The rules are now open for public comments, and the federal government is expected to issue a final rule later this year. That rule will go into effect three months later, but the Interior Department is giving oil and gas companies three to seven years to completely comply with the rule.

That three to seven year grace period is meant to give companies time to install any new technology they need to comply with the rules, but some environmental groups claim that the proposed rule is similar to the best practices already adopted by the oil and gas industry.

“Are we really strengthening safety or are we just making these [provisions] official?” Jackie Savitz, vice president of U.S. Oceans at Oceana, told the Wall Street Journal.

The oil industry, for its part, says its still reviewing the rules.

Still, others are glad that the Interior Department has proposed the long-awaited rules. The Interior Department said back in April 2011 that it was considering proposing new blowout preventer rules, and announced in May 2012 that it would be proposing new rules by September of that year. But the agency missed that deadline and another it set for itself to propose the rules.

Matt Lee-Ashley, director of public lands at the Center for American Progress, told ThinkProgress that he thinks the five-year delay in releasing the rules was due to the technological nature of the regulations.

“This is one of the most technically complex rulemakings the agency has ever done, so I think it took them some time to gather all the information about what went wrong with the blowout preventer on Deepwater Horizon, gather input from technical experts and independent reviews, and develop standards that reflect the best available technologies,” he said in an email.

Lee-Ashley also said that regulators like the Interior Department “face a major challenge” in keeping up with new technology that oil and gas drillers are using and in trying to account for the major risks that come along with drilling in the ocean.

“Deepwater Horizon was the biggest environmental disaster in American history, and the Department of the Interior has rightly implemented the most significant safety reforms ever undertaken,” he said, adding that the federal government “is making these safety improvements with no help from Congress and, all too often, resistance from an oil industry that wants to keep its costs low.”

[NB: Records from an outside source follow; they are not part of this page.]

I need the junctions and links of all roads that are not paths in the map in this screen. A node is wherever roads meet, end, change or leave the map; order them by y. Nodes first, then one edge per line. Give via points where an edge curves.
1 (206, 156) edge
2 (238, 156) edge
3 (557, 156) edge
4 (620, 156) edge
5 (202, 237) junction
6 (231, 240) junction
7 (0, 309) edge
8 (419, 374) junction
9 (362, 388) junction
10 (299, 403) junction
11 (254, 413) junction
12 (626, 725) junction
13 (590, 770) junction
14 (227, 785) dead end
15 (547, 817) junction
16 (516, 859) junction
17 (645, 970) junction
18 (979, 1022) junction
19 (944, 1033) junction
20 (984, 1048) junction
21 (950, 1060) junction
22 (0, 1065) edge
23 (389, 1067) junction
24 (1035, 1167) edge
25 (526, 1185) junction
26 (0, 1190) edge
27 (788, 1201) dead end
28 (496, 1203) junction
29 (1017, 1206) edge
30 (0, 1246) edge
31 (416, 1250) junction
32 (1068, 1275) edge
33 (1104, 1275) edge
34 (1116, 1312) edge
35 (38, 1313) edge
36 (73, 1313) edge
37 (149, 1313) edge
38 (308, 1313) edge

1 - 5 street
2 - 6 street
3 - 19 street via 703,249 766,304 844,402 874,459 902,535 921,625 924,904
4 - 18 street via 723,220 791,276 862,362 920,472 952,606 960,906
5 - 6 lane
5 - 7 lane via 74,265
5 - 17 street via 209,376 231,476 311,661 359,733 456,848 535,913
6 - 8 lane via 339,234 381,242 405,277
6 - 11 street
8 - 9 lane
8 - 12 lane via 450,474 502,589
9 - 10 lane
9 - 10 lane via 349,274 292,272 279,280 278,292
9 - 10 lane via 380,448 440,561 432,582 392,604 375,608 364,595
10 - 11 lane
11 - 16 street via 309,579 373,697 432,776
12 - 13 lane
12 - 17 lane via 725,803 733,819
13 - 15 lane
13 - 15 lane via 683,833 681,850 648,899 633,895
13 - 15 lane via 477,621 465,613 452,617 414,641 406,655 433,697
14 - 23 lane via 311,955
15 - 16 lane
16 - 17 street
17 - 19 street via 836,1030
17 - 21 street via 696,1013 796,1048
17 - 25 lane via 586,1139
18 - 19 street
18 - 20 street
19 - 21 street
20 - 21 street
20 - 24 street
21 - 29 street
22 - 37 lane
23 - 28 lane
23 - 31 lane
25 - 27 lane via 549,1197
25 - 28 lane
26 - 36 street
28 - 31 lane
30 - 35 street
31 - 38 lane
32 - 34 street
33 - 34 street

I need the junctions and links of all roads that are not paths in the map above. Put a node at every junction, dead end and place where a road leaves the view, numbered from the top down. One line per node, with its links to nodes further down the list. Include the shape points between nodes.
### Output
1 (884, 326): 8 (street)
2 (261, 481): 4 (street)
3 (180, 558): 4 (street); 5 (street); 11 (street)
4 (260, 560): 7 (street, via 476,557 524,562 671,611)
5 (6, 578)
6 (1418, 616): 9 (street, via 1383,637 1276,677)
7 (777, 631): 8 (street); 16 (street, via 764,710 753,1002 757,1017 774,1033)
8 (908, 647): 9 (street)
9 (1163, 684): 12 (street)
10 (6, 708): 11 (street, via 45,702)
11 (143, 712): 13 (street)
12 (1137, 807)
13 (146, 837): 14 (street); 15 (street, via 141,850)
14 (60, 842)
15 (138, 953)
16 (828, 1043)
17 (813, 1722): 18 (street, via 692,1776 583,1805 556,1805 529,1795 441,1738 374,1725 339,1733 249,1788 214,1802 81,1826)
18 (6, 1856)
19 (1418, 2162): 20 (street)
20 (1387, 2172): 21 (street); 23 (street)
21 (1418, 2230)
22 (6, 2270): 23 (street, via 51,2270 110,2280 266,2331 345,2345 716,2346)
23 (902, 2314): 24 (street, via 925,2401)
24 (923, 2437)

Even with standards and rigorous oversight of drilling operations, Lee-Ashley emphasized that the risk of accidents and major spills like the Deepwater Horizon will always be present. The consequences of that fact are being underscored as the five-year anniversary of the Deepwater Horizon disaster approaches and studies continue to document the impacts of the spill. One report released last month from the National Wildlife Federation found that 20 animal species were still being affected by the spill, and a study this month found that the dispersant used to break up oil that had spilled into the Gulf was more harmful to coral than the oil itself.